I watched 21 last weekend. If you haven’t figured out that I love to gamble by now then get out.
Anyways, in the beginning of the movie the main character shows Kevin Spacey just exactly how stupidly smart he is by explaining the answer to the Monty Hall problem.
This is the one of the first things they teach you in Math 55 (discrete math) in Berkeley, which is a lower division math course that has no prerequisites. So, you expect me to believe that a senior at MIT (where they finish SICP in 15 weeks, which is fucking hardcore – not even Berkeley did this when I was there) can spout this in an upper division math class and the professor declares him to be a genius worthy of joining his prestigious Blackjack club?
FUCK! THAT! SHIT!
Couple of other gripes include:
- The chances of you sitting at a table that is +15 is ridiculously low. You could go an entire weekend without finding a table like that.

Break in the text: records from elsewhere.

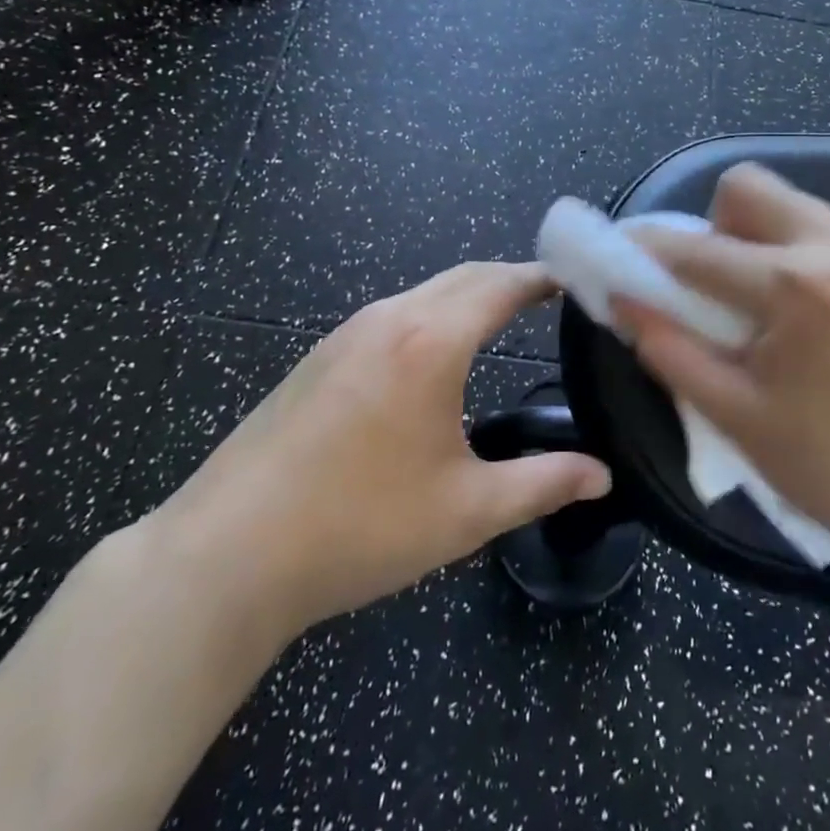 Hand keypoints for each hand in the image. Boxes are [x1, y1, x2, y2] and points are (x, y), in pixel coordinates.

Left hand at [158, 262, 611, 645]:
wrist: (227, 554)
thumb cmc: (360, 526)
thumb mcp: (466, 511)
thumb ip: (543, 483)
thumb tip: (602, 476)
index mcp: (432, 341)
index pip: (502, 285)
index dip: (543, 278)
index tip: (576, 279)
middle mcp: (390, 318)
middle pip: (464, 276)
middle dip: (509, 278)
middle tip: (549, 296)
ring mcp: (346, 333)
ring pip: (425, 292)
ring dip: (468, 294)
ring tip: (501, 318)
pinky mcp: (318, 356)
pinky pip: (392, 314)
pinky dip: (432, 313)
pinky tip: (434, 354)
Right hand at [615, 164, 829, 593]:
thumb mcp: (737, 417)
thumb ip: (669, 350)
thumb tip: (623, 301)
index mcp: (792, 286)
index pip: (694, 248)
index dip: (647, 251)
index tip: (626, 262)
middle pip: (748, 186)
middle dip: (716, 225)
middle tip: (721, 287)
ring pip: (796, 205)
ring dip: (764, 238)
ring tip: (775, 307)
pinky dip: (809, 254)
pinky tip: (823, 316)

- Now drunk white guys are going to imitate what they saw in this movie at the Blackjack table. Thankfully, this won’t work at Pechanga and most big Vegas casinos where they use the constant shuffling machine. Also, single and double deck games don’t let you enter mid-deck.
I love dripping hate out of my pores for absolutely no reason. It’s almost as fun as gambling. Almost.
Yoga mechanic
A friend of mine (female) said that three places where I can meet girls are
- Adult co-ed sports leagues
- Yoga studios
- Auto repair courses
The first one is a no-brainer. I’m not a slobbering fatass so this is something that I can consider. The second one makes sense but it’s something that I’m not really interested in for various reasons. The third one, however, still confuses me. My friend says that single girls would take a class like that to meet guys so it ends up being full of girls. I have never heard of anything like this before. If your name is not Hanie, please feel free to validate or discredit my friend’s claim.
World’s smartest man
So if you’ve been paying attention, you know that I went to the Lakers game 2 weeks ago. You should also know that I tried to “upgrade” my tickets at the arena and that the plan failed miserably. That meant I had $300 in straight cash in my wallet ($20 bills). I don’t like carrying that much cash on me unless I’m at a casino and I didn’t want to stretch out my new wallet with a crapload of bills, so I decided to go out and spend some money. I’d just like to point out that going to the bank and depositing excess cash is for boorish gypsies.
I went to the local Japanese bookstore to buy a copy of Dengeki G’s Magazine.

There’s absolutely no reason why I should buy this thing anymore. I lost interest in this stuff 5 years ago. It does, however, have decent anime information but I think magazines in general had their vital organs harvested by the Internet and left for dead years ago. If you ever heard of the term birth control glasses, this is a birth control magazine. If you have one of these lying around your room, you don’t ever have to worry about getting anyone pregnant. You actually don’t even have to worry about bringing any girls to your room.
So I take it to the register. I don’t really want it (Do YOU want to see the character popularity poll results of something called Baby Princess?) but, in the interest of lightening the load on my wallet, I was willing to extend my bachelorhood for another 2 years to around 2036. Hey, it came with a figure, which… I lost… The cashier tells me the price and I hand him a $20 bill.
All is well, right? If you’re paying attention then you should already know what’s coming.
The total was $15 + change.
I got 4 dollar bills back.
FUCK!!!
Now instead of having 14 bills, I had 18. I put the $1 bills in my pocket. What I should have done was thrown the dollar bills at the cashier’s face.
Most popular Baby Princess?
Out of 19 possible choices, my Imperial Overlords selected the two tsundere girls as the top two. I can already taste vomit in my mouth.
Quiz Time!
Here’s a simple quiz covering various topics about me. They’re all true/false questions. Give it a shot and see how bad you do. Answers will be posted next week.
- I bought a pack of cigarettes in the last month.
- I’m in love with Sun Ye from the Wonder Girls.
- I have a secret affinity towards enka.
- I don’t like speaking Japanese because I talk like a 14 year old girl.
- I always bet big when a black guy is the shooter at a craps table.
- I only like football for the gambling aspect.
- I prefer socializing with girls who are already in a relationship.
- I write lies disguised as the truth to Japanese Internet radio shows just so I can get them read on the air.
- I’ve bred Pokemon for girls before.
- I don’t like to talk more than I have to because I hate the sound of my own voice.